Re: `perf report` about 1000x(!) slower in linux 4.15

From: Jan-Oliver Kaiser
Date: Tue Mar 20 2018 - 12:54:15 EST


The behavior persists with the most recent head of linux/master (1b5f3ba415fe4cf8b8b39c8d104ed44cde330658).

$ ./perf --version
perf version 4.16.rc6.g1b5f3ba4

$ uname -r
4.15.9-towo.1-siduction-amd64

(This is a debian unstable variant.)

$ ./perf report --header-only -i <my_perf.data>
# ========
# captured on: Fri Mar 16 18:14:05 2018
# hostname : blackbox
# os release : 4.15.9-towo.1-siduction-amd64
# perf version : 4.15.4
# arch : x86_64
# nrcpus online : 4
# nrcpus avail : 4
# cpudesc : Intel(R) Core(TM) i7-5500U CPU @ 2.40GHz
# cpuid : GenuineIntel,6,61,4
# total memory : 16343572 kB
# cmdline : /usr/bin/perf_4.15 record -F 99 --call-graph dwarf -- coqc -q -I /home/janno/.opam/iris-mtac2/lib/coq//user-contrib/Unicoq -I src -Q tests Mtac2Tests -R theories Mtac2 timings/decapp_vs_mmatch.v
# event : name = cycles:uppp, , size = 112, { sample_period, sample_freq } = 99, sample_type = IP|TID|TIME|ADDR|CALLCHAIN|PERIOD|REGS_USER|STACK_USER|DATA_SRC, disabled = 1, inherit = 1, exclude_kernel = 1, mma$
# CPU_TOPOLOGY info available, use -I to display
# NUMA_TOPOLOGY info available, use -I to display
# pmu mappings: intel_pt = 6, uncore_arb = 11, cstate_pkg = 14, breakpoint = 5, uncore_cbox_1 = 10, power = 12, cpu = 4, software = 1, uncore_imc = 8, uncore_cbox_0 = 9, cstate_core = 13, msr = 7
# CACHE info available, use -I to display
# missing features: TRACING_DATA BRANCH_STACK GROUP_DESC AUXTRACE STAT SAMPLE_TIME
# ========
#

Best,
Janno

On 03/20/2018 02:38 PM, Arnaldo Carvalho de Melo wrote:
Em Tue, Mar 20, 2018 at 12:57:29PM +0100, Jan-Oliver Kaiser escreveu:
After upgrading my system to linux 4.15 (from 4.14), `perf report` became
unusably slow.
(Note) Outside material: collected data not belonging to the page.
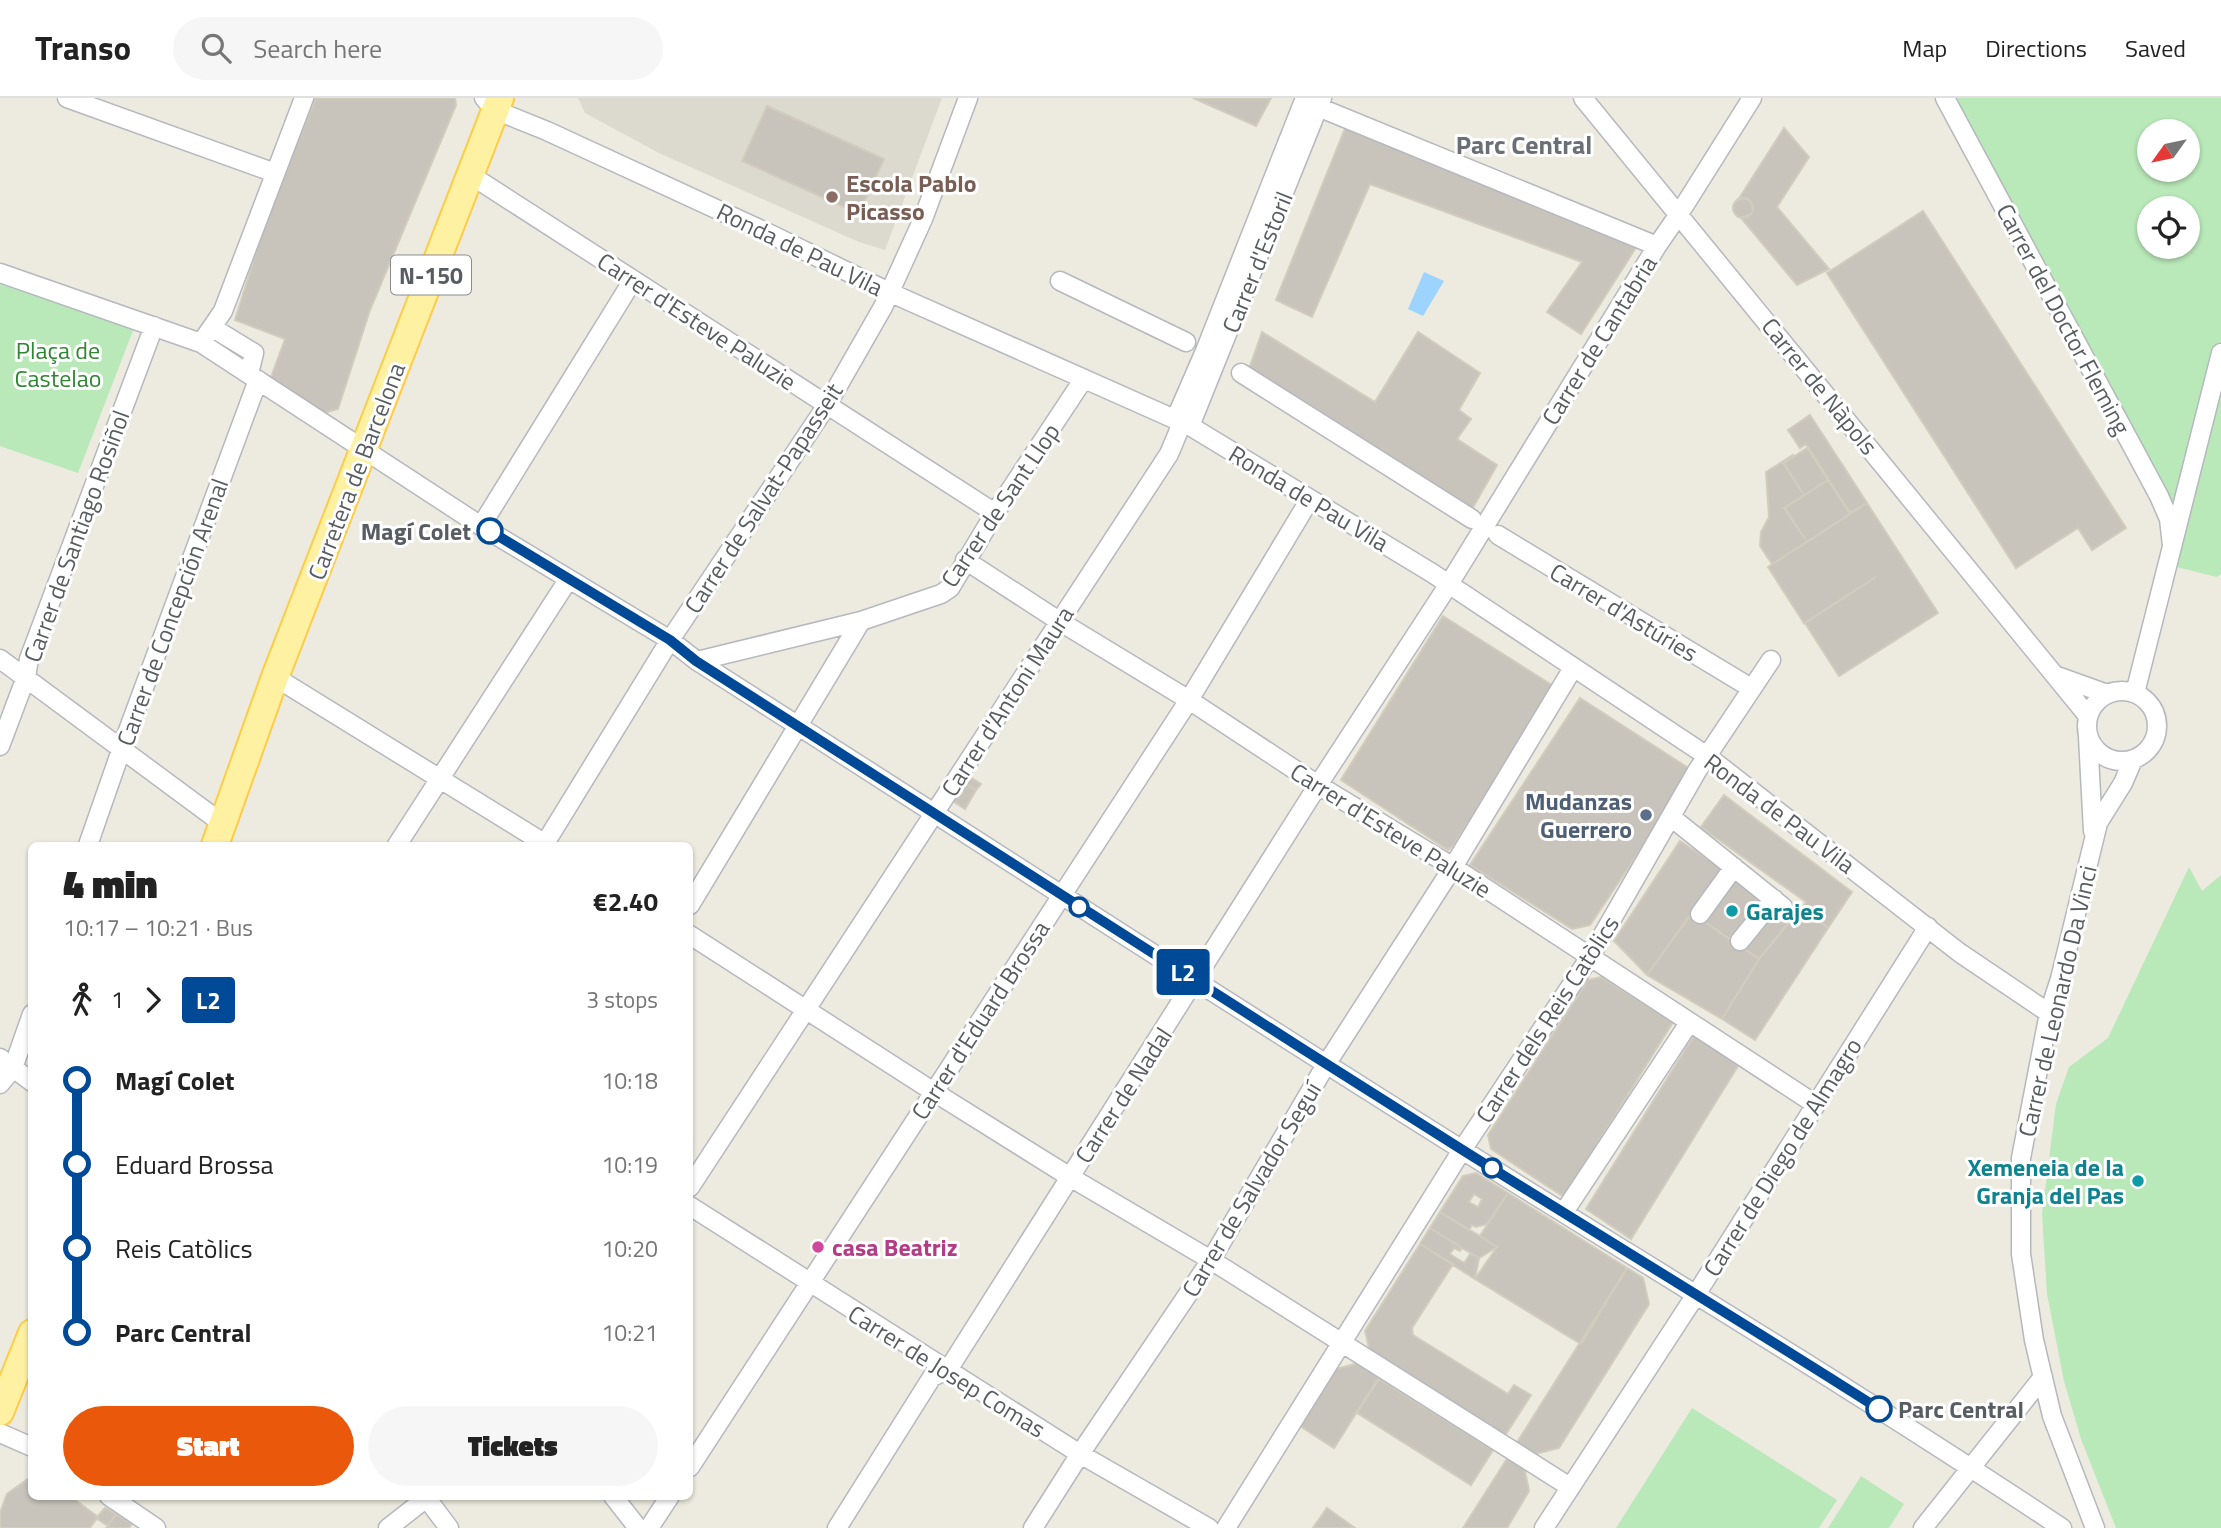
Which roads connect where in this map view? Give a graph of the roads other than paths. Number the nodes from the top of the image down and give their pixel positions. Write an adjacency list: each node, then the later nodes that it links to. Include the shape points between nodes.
1 (67, 98): 9 (street)
2 (304, 98): 9 (street)
3 (968, 98): 16 (street, Carrer de Salvat-Papasseit)
4 (1583, 98): 11 (street, Carrer de Nàpols)
5 (1752, 98): 11 (street, Carrer de Cantabria)
6 (1945, 98): 33 (street, Carrer del Doctor Fleming, via 2159,496 2169,519)
7 (1308, 101): 12 (street); 26 (street, Carrer d'Estoril, via 1205,351)
8 (493, 102): 10 (main road, Carretera de Barcelona / N-150); 16 (street, Ronda de Pau Vila)
9 (275, 173): 18 (street)
10 (470, 174): 14 (street, Carrer d'Esteve Paluzie); 27 (main road, Carretera de Barcelona / N-150)
11 (1679, 214): 12 (street, Carrer de Cantabria); 44 (street, Carrer de Nàpols)
12 (1657, 246): 36 (street, Carrer de Cantabria)
13 (0, 273): 17 (street)
14 (633, 280): 25 (street, Carrer d'Esteve Paluzie); 31 (street)
15 (1060, 281): 19 (street)
16 (891, 293): 24 (street, Ronda de Pau Vila); 25 (street, Carrer de Salvat-Papasseit)
17 (154, 326): 20 (street); 45 (street, Carrer de Santiago Rosiñol)
18 (213, 328): 20 (street); 23 (street, via 254,353)
19 (1186, 342)
20 (201, 343): 23 (street)
21 (2221, 353): 33 (street)
22 (1241, 373): 30 (street)
23 (254, 377): 27 (street); 55 (street, Carrer de Concepción Arenal)
24 (1083, 380): 26 (street, Ronda de Pau Vila); 29 (street, Carrer de Sant Llop)
25 (827, 405): 29 (street, Carrer d'Esteve Paluzie); 39 (street, Carrer de Salvat-Papasseit)
26 (1182, 423): 28 (street, Ronda de Pau Vila); 38 (street, Carrer d'Antoni Maura, via 1169,454)
27 (364, 451): 31 (street); 46 (main road, Carretera de Barcelona / N-150)
28 (1310, 499): 36 (street, Ronda de Pau Vila); 50 (street, Carrer d'Eduard Brossa)
29 (995, 513): 34 (street, Carrer de Sant Llop)
30 (1472, 519)
31 (481, 526): 35 (street)
32 (1497, 535): 47 (street, Carrer d'Astúries)
33 (2172, 545): 48 (street)
34 (965, 560): 37 (street, Carrer de Sant Llop, via 950,588 941,594); 38 (street, Carrer d'Esteve Paluzie)
35 (568, 580): 39 (street); 58 (street)
36 (1449, 584): 43 (street, Ronda de Pau Vila); 59 (street, Carrer de Nadal)
37 (861, 621): 42 (street, Carrer de Sant Llop); 52 (street)
38 (1059, 621): 50 (street, Carrer d'Esteve Paluzie); 60 (street, Carrer d'Antoni Maura)
39 (670, 640): 42 (street); 66 (street, Carrer de Salvat-Papasseit)
40 (0, 659): 45 (street)
41 (1771, 660): 47 (street, Carrer dels Reis Catòlics)
42 (696, 661): 52 (street)
43 (1573, 667): 56 (street, Ronda de Pau Vila); 68 (street, Carrer de Salvador Seguí)
44 (2056, 676): 49 (street); 51 (street, Carrer de Nàpols)
45 (26, 677): 54 (street, Carrer de Santiago Rosiñol); 55 (street)
46 (275, 677): 58 (street); 62 (main road, Carretera de Barcelona / N-150)
47 (1751, 688): 56 (street, Carrer dels Reis Catòlics)
48 (2135, 693): 49 (street); 57 (street, via 2152,707 2157,727 2150,748)
49 (2106, 694): 51 (street)
50 (1189, 700): 59 (street, Carrer d'Esteve Paluzie); 70 (street, Carrer d'Eduard Brossa)
51 (2088, 716): 53 (street)
52 (799, 726): 60 (street); 71 (street)
53 (2088, 735): 57 (street, via 2092,745 2110,760); 67 (street, Carrer de Leonardo Da Vinci)
54 (0, 746)
55 (121, 750): 62 (street); 63 (street, Carrer de Concepción Arenal)
56 (1707, 756): 61 (street, Carrer dels Reis Catòlics); 73 (street, Ronda de Pau Vila)
57 (2133, 760): 67 (street, Carrer de Leonardo Da Vinci, via 2098,823)
58 (440, 779): 64 (street); 65 (street)
59 (1318, 785): 68 (street, Carrer d'Esteve Paluzie); 77 (street, Carrer de Nadal)
60 (935, 813): 70 (street); 78 (street, Carrer d'Antoni Maura)
61 (1671, 817): 69 (street); 76 (street, Carrer dels Reis Catòlics)
62 (219, 835)
63 (89, 842)
64 (399, 842)
65 (540, 842)
66 (547, 842)
67 (2094, 842): 79 (street, Carrer de Leonardo Da Vinci)
68 (1453, 867): 76 (street, Carrer d'Esteve Paluzie); 83 (street, Carrer de Salvador Seguí)
69 (1734, 867): 72 (street); 75 (street, via 1779,903)
70 (1061, 895): 77 (street); 86 (street, Carrer d'Eduard Brossa)
71 (693, 900)
72 (1700, 914)
73 (1928, 927): 79 (street, Ronda de Pau Vila); 87 (street, Carrer de Diego de Almagro)
74 (693, 937): 78 (street)
75 (1740, 941)
76 (1590, 957): 81 (street, Carrer d'Esteve Paluzie); 88 (street, Carrer dels Reis Catòlics)
77 (1196, 979): 83 (street); 89 (street, Carrer de Nadal)
78 (804, 1009): 86 (street); 90 (street, Carrer d'Antoni Maura)
79 (2049, 1013): 99 (street, Carrer de Leonardo Da Vinci, via 2021,1157 2021,1254)
80 (28, 1022): 82 (street)
81 (1689, 1023): 87 (street, Carrer d'Esteve Paluzie); 92 (street)
82 (7, 1063): 84 (street); 85 (street)
83 (1327, 1063): 88 (street); 93 (street, Carrer de Salvador Seguí)
84 (28, 1079)
85 (0, 1084)
86 (934, 1092): 89 (street); 94 (street, Carrer d'Eduard Brossa)
87 (1815, 1104): 95 (street, Carrer de Diego de Almagro)
88 (1462, 1150): 92 (street); 97 (street, Carrer dels Reis Catòlics)
89 (1070, 1177): 93 (street); 98 (street, Carrer de Nadal)
90 (693, 1182)
91 (693, 1208): 94 (street, Carrer de Josep Comas)
92 (1564, 1212): 95 (street)
93 (1211, 1260): 97 (street); 103 (street, Carrer de Salvador Seguí)
94 (809, 1284): 98 (street, Carrer de Josep Comas); 104 (street, Carrer d'Eduard Brossa)
95 (1697, 1293): 105 (street); 106 (street, Carrer de Diego de Almagro)
96 (28, 1343): 100 (main road)
97 (1342, 1344): 106 (street); 120 (street, Carrer dels Reis Catòlics)
98 (948, 1370): 103 (street, Carrer de Josep Comas); 117 (street, Carrer de Nadal, via 932,1377)
99 (2043, 1377): 105 (street); 124 (street, Carrer de Leonardo Da Vinci, via 2052,1416)
100 (0, 1412)
101 (0, 1433): 102 (street)
102 (28, 1445)
103 (1080, 1454): 118 (street, Carrer de Salvador Seguí); 119 (street, Carrer de Josep Comas)
104 (693, 1462)
105 (1971, 1467): 122 (street); 123 (street)
106 (1570, 1487): 121 (street, Carrer de Diego de Almagro)
107 (116, 1500): 112 (street)
108 (423, 1500): 113 (street)
109 (429, 1500): 114 (street)
110 (616, 1500): 115 (street)
111 (667, 1500): 116 (street)
112 (156, 1528)
113 (388, 1528)
114 (449, 1528)
115 (638, 1528)
116 (649, 1528)
117 (837, 1528)
118 (1033, 1528)
119 (1209, 1528)
120 (1226, 1528)
121 (1544, 1528)
122 (1923, 1528)
123 (2062, 1528)
124 (2095, 1528)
I estimate a decrease in performance by a factor of
100x-1000x. Some 21M perf.data files take about 30 seconds in the
"Processing events" step. `git bisect` points to
commit d8a88dd243a170a226aba33e7c53704db2f82aa6 (HEAD, refs/bisect/bad)
Author: Milian Wolff <milian.wolff@xxxxxxxx>
perf util: Enable handling of inlined frames by default
The slowdown can be worked around with `--no-inline`. If the slowdown is
expected, I would suggest reverting the default setting here or maybe
printing a warning if a lot of time is spent on this feature.
Do you need any additional information about my system or the recorded data
I am looking at?

Can you try with the latest perf tool?

[acme@jouet perf]$ make perf-tarxz-src-pkg ; ls -la perf-4*
TAR
PERF_VERSION = 4.16.rc6.gecd380
-rw-rw-r--. 1 acme acme 1323568 Mar 20 10:30 perf-4.16.0-rc6.tar.xz
[acme@jouet perf]$

With a recently checked out kernel sources, or, as a convenience, I'm
pushing this to:

http://vger.kernel.org/~acme/perf/perf-4.16.0-rc6.tar.xz

You just expand it and then:

[acme@jouet tmp]$ tar xf perf-4.16.0-rc6.tar.xz
[acme@jouet tmp]$ cd perf-4.16.0-rc6/
[acme@jouet perf-4.16.0-rc6]$ make -C tools/perf install-bin


And check if the problem is present there as well.

If it is, please tell us what is your distro, the output of:

perf report --header-only

Thanks,

- Arnaldo